What needs to be done: From the entries below, return every line that includes the word "than".

Data:
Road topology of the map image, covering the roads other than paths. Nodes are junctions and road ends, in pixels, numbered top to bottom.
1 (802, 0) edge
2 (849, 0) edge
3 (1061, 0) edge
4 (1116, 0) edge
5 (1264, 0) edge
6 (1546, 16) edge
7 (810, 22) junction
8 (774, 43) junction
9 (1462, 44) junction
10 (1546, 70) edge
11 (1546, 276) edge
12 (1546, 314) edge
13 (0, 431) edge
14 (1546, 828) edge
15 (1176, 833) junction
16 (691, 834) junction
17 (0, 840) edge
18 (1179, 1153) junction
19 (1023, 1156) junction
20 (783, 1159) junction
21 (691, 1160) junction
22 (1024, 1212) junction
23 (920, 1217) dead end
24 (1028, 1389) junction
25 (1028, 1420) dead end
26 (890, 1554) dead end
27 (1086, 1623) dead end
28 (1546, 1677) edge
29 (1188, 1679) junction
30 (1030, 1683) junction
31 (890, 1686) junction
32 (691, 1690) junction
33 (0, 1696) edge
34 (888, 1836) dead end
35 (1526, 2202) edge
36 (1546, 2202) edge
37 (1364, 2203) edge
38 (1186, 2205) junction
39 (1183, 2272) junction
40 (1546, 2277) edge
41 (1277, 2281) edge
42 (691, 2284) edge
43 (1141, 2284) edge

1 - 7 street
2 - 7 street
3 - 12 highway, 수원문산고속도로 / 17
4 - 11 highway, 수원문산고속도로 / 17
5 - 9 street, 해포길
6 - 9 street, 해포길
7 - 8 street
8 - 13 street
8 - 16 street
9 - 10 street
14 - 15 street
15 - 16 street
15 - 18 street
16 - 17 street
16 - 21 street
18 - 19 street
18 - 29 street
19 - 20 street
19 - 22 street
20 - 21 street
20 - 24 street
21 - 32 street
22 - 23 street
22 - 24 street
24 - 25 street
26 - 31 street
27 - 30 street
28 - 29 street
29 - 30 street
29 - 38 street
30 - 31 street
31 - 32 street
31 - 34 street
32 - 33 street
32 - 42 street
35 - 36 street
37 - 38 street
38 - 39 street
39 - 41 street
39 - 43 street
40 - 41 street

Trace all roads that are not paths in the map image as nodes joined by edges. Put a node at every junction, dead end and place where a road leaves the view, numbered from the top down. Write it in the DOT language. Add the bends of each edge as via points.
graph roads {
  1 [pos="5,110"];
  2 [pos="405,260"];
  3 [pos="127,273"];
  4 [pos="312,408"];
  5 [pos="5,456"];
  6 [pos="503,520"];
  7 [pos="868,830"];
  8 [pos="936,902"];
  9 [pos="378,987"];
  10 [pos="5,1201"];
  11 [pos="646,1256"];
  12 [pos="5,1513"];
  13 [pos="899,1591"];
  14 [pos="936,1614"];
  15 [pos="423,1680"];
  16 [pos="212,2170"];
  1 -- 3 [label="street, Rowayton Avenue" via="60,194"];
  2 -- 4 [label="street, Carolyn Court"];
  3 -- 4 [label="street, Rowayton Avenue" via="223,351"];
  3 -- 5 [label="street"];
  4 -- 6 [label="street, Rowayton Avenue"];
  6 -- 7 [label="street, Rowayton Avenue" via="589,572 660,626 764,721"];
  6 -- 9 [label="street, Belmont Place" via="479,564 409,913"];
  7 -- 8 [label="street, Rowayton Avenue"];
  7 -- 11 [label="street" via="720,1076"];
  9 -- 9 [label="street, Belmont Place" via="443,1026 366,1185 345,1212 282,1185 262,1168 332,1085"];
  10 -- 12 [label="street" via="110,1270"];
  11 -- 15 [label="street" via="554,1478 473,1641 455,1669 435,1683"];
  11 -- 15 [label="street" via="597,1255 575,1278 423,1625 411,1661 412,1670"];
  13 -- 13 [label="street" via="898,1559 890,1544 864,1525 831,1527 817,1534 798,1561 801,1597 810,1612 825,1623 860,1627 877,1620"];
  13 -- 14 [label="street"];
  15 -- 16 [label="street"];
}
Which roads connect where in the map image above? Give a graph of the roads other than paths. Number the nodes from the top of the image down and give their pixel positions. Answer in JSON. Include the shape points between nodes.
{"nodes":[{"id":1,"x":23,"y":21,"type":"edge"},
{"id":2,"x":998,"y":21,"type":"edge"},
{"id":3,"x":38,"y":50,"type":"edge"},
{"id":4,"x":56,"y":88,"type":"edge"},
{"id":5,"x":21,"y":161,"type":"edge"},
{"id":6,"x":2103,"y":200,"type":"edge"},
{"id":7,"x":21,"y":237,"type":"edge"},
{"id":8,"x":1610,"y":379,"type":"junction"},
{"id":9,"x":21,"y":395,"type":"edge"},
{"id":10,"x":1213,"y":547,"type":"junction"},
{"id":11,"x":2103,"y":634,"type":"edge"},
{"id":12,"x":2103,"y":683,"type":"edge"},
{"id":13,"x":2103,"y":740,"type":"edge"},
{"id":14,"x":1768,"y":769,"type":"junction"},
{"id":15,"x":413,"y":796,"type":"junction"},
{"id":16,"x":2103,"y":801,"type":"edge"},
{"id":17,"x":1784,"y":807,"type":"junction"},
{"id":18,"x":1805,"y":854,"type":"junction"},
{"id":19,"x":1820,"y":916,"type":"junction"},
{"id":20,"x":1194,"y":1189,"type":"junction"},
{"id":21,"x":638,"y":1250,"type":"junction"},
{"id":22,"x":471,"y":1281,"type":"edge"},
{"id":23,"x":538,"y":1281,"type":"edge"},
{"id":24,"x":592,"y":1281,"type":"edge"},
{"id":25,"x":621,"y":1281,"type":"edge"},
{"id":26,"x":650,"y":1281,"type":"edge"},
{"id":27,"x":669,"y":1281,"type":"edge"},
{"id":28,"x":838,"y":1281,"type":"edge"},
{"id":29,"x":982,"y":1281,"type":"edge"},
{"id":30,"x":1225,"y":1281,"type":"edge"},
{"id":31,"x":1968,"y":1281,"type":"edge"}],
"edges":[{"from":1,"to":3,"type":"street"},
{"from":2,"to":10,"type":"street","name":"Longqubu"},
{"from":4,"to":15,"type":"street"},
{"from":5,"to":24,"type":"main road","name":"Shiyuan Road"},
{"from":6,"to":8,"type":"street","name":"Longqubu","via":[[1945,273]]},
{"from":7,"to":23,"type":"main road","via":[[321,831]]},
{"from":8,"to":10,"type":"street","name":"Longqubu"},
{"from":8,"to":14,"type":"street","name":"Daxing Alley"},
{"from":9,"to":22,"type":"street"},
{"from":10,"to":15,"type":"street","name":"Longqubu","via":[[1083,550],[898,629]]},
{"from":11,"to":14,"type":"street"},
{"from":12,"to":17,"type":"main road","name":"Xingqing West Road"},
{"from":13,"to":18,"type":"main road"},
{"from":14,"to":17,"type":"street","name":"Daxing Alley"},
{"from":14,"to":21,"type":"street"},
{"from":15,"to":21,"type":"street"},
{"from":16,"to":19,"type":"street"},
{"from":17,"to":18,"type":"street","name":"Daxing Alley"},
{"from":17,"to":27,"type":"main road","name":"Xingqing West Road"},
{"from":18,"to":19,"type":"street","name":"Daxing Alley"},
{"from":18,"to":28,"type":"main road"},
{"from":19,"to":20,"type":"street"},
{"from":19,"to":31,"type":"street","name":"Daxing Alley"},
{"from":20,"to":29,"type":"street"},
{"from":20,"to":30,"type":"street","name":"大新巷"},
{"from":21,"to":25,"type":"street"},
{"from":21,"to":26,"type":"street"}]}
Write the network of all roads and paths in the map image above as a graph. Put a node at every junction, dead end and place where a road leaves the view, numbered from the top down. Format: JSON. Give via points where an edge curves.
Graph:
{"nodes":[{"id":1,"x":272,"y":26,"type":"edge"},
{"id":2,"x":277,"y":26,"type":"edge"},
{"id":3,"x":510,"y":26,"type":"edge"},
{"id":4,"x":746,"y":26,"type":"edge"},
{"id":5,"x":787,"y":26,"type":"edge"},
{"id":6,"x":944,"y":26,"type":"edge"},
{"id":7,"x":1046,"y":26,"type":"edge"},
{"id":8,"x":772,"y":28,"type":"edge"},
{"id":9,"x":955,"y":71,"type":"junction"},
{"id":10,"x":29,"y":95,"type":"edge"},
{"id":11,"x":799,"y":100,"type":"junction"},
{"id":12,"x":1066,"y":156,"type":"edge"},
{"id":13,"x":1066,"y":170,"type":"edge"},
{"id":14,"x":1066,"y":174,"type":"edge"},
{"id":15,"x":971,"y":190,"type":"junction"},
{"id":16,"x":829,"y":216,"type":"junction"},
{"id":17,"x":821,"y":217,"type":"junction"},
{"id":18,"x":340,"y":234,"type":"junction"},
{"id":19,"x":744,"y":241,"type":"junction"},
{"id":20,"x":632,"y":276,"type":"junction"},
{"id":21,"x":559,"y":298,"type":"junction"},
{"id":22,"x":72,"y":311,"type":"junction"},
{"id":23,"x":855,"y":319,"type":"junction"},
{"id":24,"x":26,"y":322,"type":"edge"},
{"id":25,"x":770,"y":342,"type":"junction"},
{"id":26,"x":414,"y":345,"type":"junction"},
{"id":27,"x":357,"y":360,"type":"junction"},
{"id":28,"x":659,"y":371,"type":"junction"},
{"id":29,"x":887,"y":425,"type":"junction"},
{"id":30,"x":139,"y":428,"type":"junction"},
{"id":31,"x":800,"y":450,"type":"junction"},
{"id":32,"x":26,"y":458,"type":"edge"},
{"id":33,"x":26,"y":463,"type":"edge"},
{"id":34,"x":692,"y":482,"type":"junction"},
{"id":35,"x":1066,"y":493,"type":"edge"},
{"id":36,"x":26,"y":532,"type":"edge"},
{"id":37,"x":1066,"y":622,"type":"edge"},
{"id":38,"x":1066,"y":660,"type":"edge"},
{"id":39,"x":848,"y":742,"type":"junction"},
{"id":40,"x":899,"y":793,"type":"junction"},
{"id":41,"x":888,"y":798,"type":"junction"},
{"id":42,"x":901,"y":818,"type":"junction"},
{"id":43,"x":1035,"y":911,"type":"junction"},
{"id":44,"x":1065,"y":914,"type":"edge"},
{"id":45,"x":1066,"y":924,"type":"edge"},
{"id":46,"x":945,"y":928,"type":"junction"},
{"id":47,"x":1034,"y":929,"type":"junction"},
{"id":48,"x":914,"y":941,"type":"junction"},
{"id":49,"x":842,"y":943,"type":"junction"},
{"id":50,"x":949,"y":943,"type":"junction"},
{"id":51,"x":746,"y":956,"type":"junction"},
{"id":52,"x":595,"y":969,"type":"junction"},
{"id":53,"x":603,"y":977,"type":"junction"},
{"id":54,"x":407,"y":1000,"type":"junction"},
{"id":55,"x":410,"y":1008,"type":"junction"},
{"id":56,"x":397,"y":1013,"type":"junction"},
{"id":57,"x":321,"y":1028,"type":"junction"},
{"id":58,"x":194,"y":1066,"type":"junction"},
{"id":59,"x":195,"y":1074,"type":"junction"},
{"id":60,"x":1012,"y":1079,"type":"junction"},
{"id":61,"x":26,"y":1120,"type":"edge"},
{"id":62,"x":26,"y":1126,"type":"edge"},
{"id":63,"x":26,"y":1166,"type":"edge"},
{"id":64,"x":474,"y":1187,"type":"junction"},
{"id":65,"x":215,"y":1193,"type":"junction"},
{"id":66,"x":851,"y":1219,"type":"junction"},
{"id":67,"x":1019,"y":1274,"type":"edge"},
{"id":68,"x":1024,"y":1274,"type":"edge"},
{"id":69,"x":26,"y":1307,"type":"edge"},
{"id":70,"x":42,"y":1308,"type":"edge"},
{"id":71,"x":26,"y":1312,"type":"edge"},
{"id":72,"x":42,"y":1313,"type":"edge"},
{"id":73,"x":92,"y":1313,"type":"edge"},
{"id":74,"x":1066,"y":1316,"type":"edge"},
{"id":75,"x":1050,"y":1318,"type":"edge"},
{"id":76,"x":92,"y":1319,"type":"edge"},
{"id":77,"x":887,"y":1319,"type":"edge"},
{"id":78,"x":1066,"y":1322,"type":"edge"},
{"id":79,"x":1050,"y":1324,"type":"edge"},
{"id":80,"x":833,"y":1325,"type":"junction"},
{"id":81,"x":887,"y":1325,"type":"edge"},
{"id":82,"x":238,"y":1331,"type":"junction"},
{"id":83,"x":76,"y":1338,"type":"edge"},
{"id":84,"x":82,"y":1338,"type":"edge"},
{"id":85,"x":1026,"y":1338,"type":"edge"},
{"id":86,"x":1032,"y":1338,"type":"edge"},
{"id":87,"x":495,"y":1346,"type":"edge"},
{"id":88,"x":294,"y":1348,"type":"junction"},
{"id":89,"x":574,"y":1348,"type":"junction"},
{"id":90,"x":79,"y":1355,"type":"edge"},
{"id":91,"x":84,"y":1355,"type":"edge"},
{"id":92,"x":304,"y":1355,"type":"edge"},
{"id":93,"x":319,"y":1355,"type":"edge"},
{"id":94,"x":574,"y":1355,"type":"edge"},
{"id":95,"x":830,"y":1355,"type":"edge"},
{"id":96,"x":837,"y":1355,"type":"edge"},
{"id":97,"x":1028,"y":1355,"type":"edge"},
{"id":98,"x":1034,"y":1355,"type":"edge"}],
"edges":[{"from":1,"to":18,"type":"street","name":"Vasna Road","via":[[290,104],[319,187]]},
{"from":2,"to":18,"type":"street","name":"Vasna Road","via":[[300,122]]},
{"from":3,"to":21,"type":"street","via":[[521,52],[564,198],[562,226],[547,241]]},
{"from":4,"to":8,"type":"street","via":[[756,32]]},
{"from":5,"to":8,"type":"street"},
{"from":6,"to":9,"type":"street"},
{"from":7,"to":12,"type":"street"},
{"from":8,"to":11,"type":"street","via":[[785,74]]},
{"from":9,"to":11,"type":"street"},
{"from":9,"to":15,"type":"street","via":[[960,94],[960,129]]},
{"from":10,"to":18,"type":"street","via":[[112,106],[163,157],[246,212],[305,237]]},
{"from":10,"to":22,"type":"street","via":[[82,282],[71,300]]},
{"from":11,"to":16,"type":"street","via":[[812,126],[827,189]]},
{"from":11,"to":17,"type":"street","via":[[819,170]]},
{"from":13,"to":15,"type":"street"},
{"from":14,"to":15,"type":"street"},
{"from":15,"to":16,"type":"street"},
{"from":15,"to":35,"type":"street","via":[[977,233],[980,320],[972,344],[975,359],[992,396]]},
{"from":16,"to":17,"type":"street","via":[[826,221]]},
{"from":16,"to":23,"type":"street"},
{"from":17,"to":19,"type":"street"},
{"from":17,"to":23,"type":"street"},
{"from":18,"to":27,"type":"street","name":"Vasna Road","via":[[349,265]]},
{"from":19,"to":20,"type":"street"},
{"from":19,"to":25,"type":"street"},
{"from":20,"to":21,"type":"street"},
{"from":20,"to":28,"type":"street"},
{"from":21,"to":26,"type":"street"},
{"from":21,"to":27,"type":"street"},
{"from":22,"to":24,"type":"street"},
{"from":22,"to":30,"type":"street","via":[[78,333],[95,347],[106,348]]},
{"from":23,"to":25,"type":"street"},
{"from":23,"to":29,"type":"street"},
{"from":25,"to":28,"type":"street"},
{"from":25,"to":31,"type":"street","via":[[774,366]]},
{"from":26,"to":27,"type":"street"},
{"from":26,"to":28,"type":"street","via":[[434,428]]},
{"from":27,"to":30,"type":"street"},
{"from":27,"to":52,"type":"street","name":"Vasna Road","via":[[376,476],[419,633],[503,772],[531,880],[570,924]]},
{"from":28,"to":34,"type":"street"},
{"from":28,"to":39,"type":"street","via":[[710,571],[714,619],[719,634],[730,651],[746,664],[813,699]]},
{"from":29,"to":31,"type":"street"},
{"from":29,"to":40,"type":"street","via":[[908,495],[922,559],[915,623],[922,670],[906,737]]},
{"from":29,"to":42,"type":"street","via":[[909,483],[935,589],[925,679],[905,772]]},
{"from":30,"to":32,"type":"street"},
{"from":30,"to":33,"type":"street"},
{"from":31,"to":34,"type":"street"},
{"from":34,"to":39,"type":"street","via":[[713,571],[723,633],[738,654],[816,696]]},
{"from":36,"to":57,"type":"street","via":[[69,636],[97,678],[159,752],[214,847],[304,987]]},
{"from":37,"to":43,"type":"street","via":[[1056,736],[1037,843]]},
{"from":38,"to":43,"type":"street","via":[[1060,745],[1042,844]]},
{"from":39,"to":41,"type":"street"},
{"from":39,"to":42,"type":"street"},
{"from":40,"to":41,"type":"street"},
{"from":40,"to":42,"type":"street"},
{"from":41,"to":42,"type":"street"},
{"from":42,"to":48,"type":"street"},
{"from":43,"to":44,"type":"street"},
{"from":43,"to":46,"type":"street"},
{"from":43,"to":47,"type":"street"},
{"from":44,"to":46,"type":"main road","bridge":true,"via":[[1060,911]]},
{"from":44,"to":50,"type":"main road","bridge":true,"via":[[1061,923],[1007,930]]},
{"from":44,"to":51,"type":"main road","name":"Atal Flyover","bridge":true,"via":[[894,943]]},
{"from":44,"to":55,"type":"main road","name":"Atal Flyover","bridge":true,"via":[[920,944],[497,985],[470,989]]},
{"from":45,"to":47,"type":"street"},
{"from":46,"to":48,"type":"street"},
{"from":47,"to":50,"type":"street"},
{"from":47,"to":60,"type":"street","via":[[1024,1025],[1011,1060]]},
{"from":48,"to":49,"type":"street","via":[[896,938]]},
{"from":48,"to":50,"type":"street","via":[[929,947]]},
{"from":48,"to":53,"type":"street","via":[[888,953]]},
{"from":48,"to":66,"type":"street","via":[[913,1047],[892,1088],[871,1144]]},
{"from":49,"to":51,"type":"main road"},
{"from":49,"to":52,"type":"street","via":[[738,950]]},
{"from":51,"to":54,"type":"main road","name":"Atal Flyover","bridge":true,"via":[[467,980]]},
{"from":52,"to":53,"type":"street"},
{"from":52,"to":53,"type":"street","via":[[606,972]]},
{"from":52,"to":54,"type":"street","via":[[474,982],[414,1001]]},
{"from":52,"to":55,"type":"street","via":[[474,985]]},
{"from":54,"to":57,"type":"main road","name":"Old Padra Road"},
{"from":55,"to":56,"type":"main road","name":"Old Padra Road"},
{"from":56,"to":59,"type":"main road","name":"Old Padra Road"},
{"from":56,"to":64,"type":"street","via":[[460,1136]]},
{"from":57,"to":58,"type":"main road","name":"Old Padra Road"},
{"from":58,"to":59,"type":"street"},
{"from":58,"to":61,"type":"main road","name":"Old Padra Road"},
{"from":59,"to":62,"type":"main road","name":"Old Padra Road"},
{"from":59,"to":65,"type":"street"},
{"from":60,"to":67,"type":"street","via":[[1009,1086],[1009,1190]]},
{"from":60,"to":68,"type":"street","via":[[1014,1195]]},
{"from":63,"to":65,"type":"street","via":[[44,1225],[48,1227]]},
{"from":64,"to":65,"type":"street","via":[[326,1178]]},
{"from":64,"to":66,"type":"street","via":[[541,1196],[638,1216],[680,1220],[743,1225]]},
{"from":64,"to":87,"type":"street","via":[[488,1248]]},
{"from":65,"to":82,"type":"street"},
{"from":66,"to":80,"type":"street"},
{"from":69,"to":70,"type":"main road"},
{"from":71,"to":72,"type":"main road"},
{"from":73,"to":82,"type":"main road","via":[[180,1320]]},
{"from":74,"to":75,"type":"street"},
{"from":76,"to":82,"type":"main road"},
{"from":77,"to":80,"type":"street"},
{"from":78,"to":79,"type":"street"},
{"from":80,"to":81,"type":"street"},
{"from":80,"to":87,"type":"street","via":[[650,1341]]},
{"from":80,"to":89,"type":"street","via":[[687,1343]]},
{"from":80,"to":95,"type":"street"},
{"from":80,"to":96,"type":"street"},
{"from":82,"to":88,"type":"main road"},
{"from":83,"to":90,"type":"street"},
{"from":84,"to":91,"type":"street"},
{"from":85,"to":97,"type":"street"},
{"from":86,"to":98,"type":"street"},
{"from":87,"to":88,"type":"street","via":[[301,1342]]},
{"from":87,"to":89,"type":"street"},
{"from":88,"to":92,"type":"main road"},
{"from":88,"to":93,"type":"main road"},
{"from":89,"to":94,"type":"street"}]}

The answer:
Road topology of the map image, covering the roads other than paths. Nodes are junctions and road ends, in pixels, numbered top to bottom.
Which roads connect where in the map image above? Give a graph of the roads other than paths. Number the nodes from the top of the image down and give their pixel positions. Answer in JSON. Include the shape points between nodes.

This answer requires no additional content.